EXERCISE AIM: Looking at the records below, count how many lines contain the string "Pusil". Give that number alone.

Collected data entries:
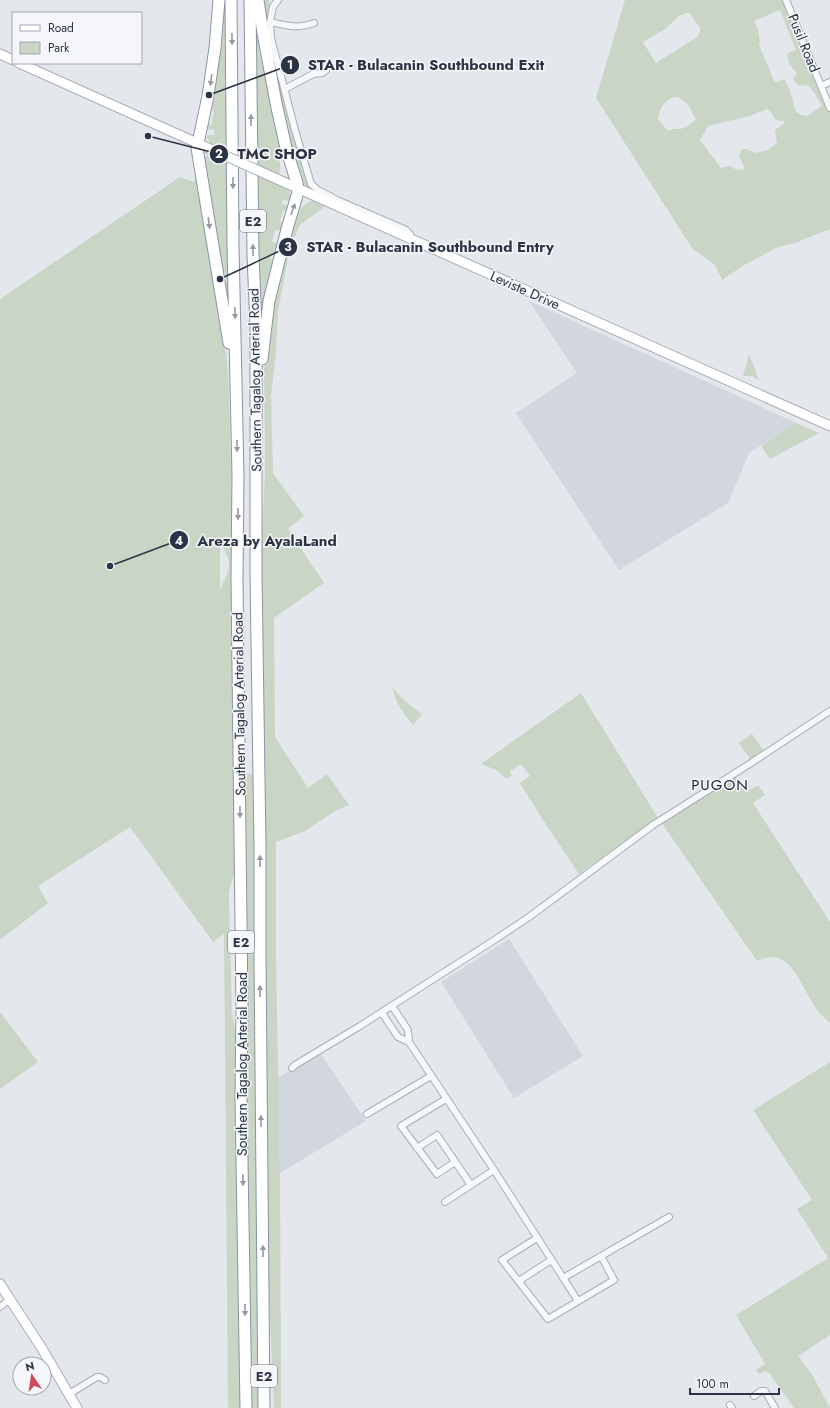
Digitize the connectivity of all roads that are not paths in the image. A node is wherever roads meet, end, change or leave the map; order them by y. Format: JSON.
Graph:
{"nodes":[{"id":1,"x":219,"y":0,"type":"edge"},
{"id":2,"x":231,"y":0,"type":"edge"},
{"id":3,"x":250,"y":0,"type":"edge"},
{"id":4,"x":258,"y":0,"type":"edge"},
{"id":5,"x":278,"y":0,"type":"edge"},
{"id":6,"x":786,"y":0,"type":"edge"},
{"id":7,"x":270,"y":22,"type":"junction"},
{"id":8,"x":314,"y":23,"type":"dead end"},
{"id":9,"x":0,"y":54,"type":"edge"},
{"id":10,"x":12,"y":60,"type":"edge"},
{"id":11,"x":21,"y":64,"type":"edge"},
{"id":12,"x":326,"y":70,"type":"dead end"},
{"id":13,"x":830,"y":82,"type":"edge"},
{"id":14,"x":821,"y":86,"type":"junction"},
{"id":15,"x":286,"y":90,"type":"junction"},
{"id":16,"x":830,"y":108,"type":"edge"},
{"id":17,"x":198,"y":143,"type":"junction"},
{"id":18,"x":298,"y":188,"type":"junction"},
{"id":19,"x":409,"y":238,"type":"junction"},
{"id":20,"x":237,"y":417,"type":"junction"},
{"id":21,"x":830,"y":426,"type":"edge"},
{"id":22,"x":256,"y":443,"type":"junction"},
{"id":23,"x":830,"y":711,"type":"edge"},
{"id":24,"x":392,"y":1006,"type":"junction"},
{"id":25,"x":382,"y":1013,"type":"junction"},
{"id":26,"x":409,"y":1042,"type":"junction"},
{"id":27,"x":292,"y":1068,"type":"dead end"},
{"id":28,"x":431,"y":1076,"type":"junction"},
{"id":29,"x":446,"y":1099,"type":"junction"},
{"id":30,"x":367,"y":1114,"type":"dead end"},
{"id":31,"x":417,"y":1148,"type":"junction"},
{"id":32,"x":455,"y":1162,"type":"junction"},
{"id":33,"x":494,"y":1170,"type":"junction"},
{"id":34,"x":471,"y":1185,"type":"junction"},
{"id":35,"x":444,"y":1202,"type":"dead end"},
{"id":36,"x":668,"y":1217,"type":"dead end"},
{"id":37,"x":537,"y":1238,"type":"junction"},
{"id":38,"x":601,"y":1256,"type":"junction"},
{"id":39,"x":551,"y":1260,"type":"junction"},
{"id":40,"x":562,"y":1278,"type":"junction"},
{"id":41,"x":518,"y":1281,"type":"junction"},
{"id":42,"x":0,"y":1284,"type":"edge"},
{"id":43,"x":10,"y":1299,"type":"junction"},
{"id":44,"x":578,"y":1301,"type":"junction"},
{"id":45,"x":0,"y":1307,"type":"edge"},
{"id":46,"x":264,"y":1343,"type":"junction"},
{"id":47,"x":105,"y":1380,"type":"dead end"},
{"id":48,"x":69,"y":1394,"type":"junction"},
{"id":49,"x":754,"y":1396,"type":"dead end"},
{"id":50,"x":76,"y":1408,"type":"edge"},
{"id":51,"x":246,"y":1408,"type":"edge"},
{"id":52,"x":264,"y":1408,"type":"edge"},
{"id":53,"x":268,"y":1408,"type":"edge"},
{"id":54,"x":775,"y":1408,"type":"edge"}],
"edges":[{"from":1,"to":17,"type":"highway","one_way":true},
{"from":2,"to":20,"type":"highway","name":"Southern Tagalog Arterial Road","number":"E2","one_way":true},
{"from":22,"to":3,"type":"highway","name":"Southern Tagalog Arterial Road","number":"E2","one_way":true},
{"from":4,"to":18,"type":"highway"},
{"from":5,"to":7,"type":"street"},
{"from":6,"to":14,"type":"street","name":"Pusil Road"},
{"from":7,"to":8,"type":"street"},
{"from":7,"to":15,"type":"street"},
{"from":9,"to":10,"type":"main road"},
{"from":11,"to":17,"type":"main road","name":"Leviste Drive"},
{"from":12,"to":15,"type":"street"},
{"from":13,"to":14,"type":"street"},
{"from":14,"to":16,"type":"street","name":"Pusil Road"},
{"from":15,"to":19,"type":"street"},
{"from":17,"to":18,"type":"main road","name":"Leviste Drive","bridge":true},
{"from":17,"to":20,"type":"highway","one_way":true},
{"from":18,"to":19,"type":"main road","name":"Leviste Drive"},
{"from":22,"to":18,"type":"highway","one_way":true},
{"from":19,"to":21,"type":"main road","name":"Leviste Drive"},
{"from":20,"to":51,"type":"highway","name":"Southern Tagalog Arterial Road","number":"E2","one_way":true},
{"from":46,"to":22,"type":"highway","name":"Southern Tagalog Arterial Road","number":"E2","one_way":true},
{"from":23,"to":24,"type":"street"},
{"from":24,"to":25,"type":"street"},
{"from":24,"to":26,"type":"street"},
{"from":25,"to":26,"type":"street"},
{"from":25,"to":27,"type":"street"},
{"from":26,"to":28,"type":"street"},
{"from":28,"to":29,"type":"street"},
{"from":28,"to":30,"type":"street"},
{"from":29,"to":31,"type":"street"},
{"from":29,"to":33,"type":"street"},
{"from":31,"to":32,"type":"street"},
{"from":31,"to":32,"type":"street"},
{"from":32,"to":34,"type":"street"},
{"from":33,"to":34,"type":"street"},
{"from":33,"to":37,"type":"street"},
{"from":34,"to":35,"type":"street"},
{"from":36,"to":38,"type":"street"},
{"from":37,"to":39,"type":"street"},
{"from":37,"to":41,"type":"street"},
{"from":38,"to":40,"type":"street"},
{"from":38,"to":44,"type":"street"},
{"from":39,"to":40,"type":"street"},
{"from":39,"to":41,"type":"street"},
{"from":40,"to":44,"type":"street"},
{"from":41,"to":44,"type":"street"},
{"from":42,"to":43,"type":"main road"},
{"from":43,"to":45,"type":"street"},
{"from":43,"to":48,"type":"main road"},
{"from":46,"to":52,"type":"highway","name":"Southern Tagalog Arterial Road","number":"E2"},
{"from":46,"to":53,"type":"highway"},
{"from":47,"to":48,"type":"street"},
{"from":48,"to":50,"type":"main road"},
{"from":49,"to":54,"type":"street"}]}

RESPONSE TO THIS EXERCISE: 2